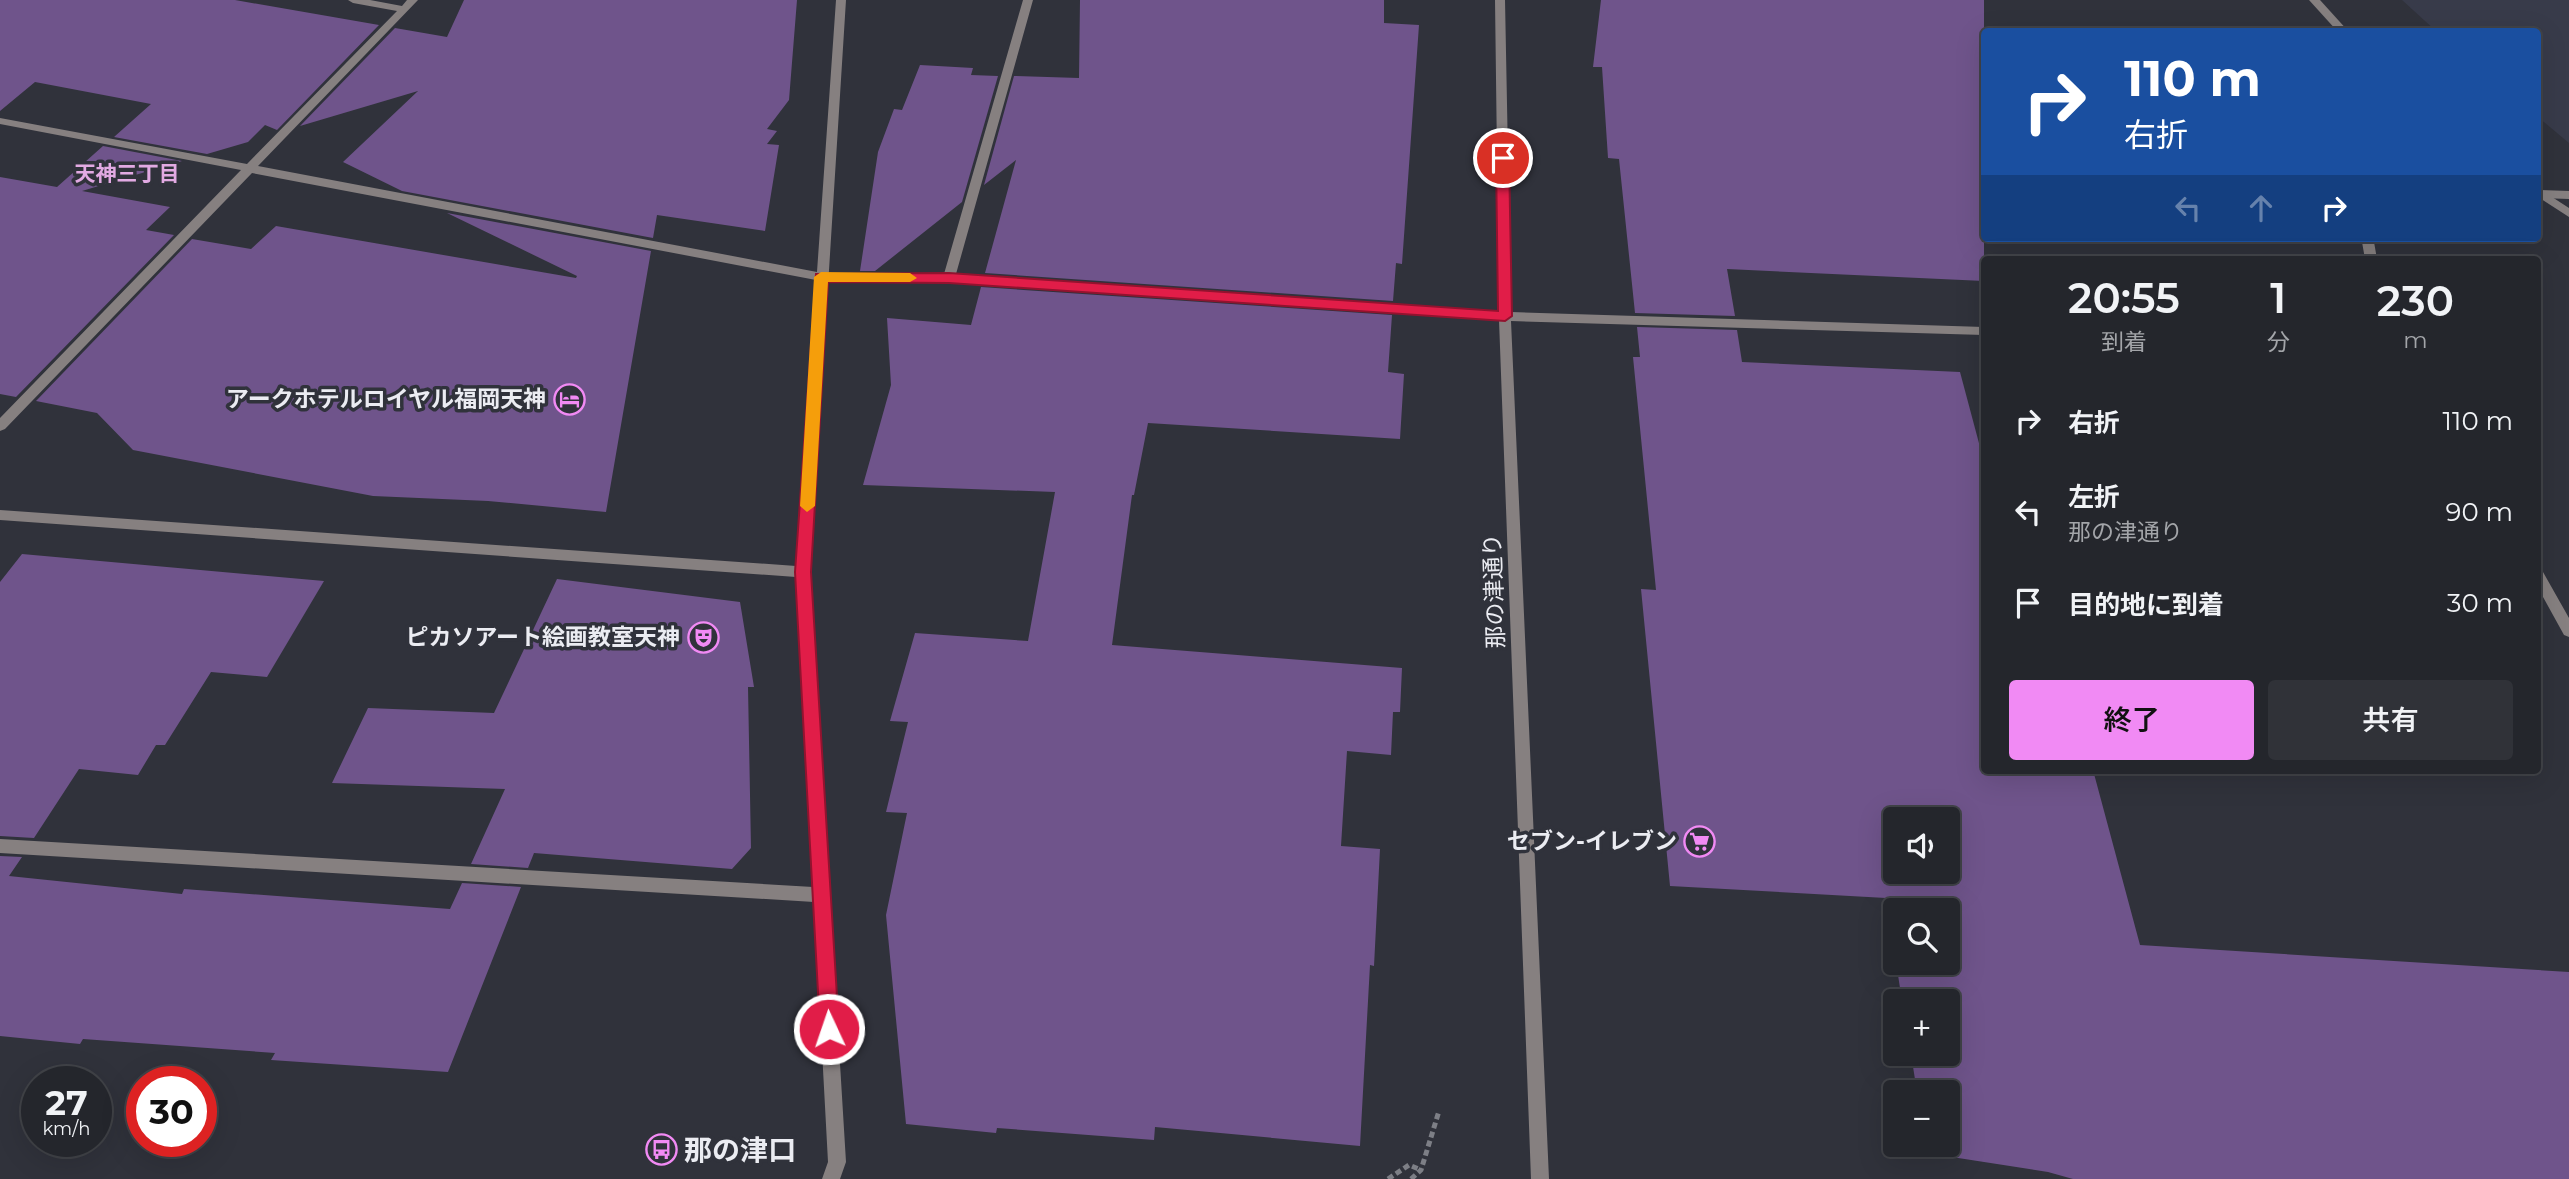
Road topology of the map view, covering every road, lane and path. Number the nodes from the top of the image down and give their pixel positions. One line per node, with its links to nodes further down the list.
1 (353, 0): 7 (street)
2 (413, 0): 7 (street)
3 (841, 0): 15 (street)
4 (1028, 0): 16 (street)
5 (1500, 0): 17 (street, 那の津通り)
6 (2314, 0): 8 (street)
7 (404, 9): 10 (street)
8 (2340, 28)
9 (0, 121): 10 (street)
10 (250, 169): 15 (street); 19 (street)
11 (2541, 193): 13 (street)
12 (2541, 195): 14 (street)
13 (2569, 195)
14 (2569, 214)
15 (821, 277): 16 (street); 21 (street)
16 (949, 278): 17 (street)
17 (1505, 316): 18 (street); 31 (street, 那の津通り)
18 (1981, 331)
19 (0, 426)
20 (0, 515): 21 (street)
21 (803, 572): 25 (street)
22 (2541, 581): 23 (street)
23 (2569, 631)
24 (0, 846): 25 (street)
25 (822, 895): 28 (street)
26 (1439, 1111): 27 (path)
27 (1421, 1170): 29 (path); 30 (path)
28 (831, 1179)
29 (1388, 1179)
30 (1411, 1179)
31 (1540, 1179)

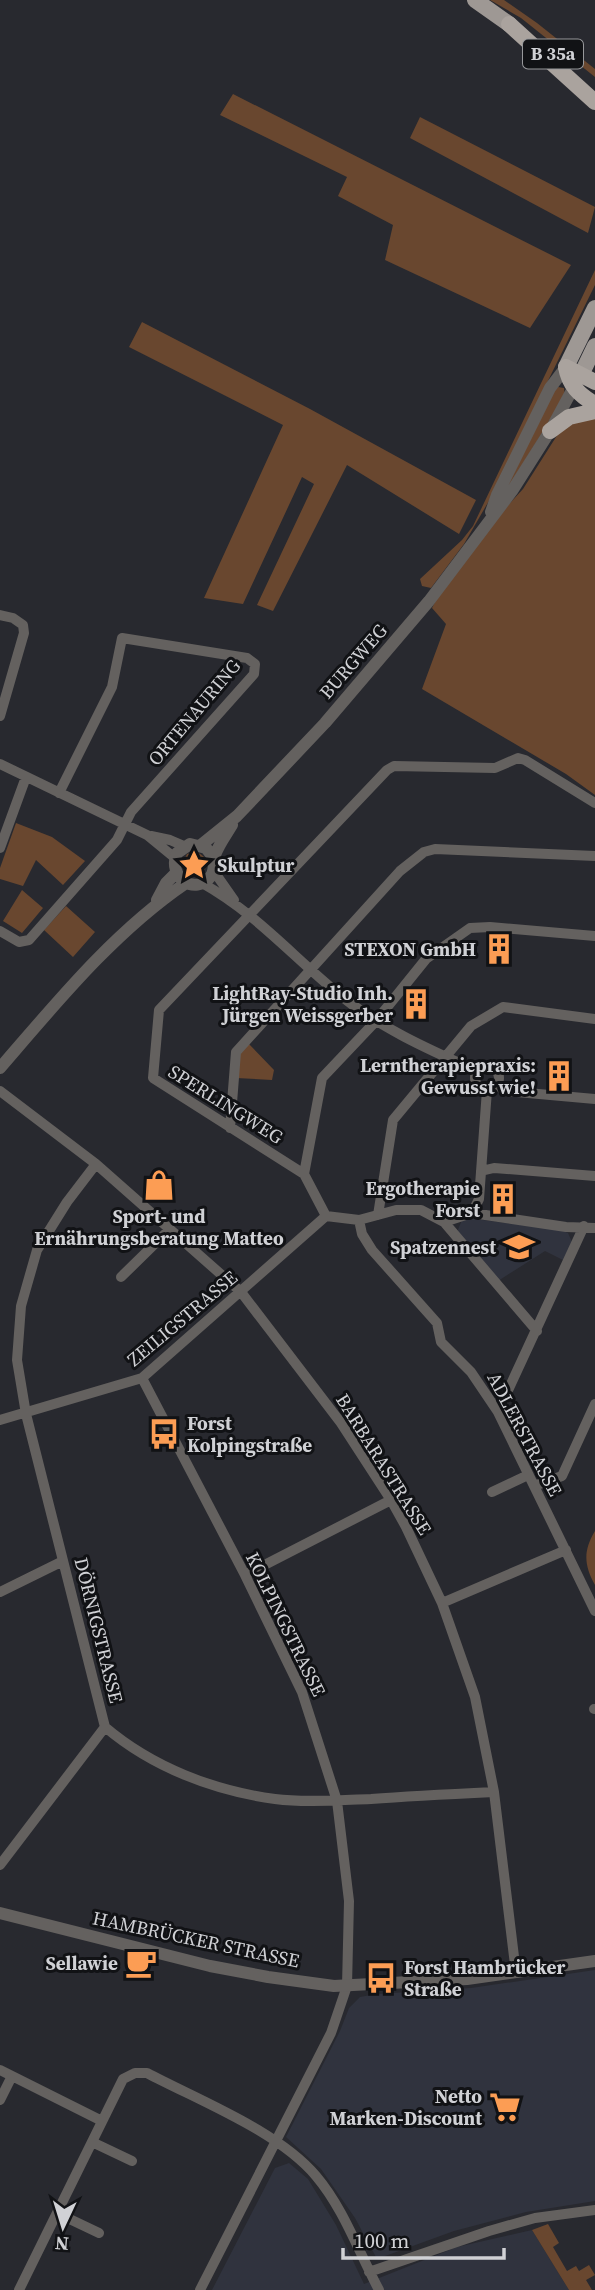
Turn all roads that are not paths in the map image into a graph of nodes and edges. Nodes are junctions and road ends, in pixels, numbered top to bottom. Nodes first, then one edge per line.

WHAT THIS TASK INVOLVES -> Where pictures sit among the data above, omit them, and output the rest exactly.

SOLVED EXERCISE ->
Road topology of the map view, covering every road, lane and path. Number the nodes from the top of the image down and give their pixel positions. One line per node, with its links to nodes further down the list.
1 (353, 0): 7 (street)
2 (413, 0): 7 (street)
3 (841, 0): 15 (street)
4 (1028, 0): 16 (street)
5 (1500, 0): 17 (street, 那の津通り)
6 (2314, 0): 8 (street)
7 (404, 9): 10 (street)
8 (2340, 28)
9 (0, 121): 10 (street)
10 (250, 169): 15 (street); 19 (street)
11 (2541, 193): 13 (street)
12 (2541, 195): 14 (street)
13 (2569, 195)
14 (2569, 214)
15 (821, 277): 16 (street); 21 (street)
16 (949, 278): 17 (street)
17 (1505, 316): 18 (street); 31 (street, 那の津通り)
18 (1981, 331)
19 (0, 426)
20 (0, 515): 21 (street)
21 (803, 572): 25 (street)
22 (2541, 581): 23 (street)
23 (2569, 631)
24 (0, 846): 25 (street)
25 (822, 895): 28 (street)
26 (1439, 1111): 27 (path)
27 (1421, 1170): 29 (path); 30 (path)
28 (831, 1179)
29 (1388, 1179)
30 (1411, 1179)
31 (1540, 1179)

Turn all roads that are not paths in the map image into a graph of nodes and edges. Nodes are junctions and road ends, in pixels, numbered top to bottom. Nodes first, then one edge per line.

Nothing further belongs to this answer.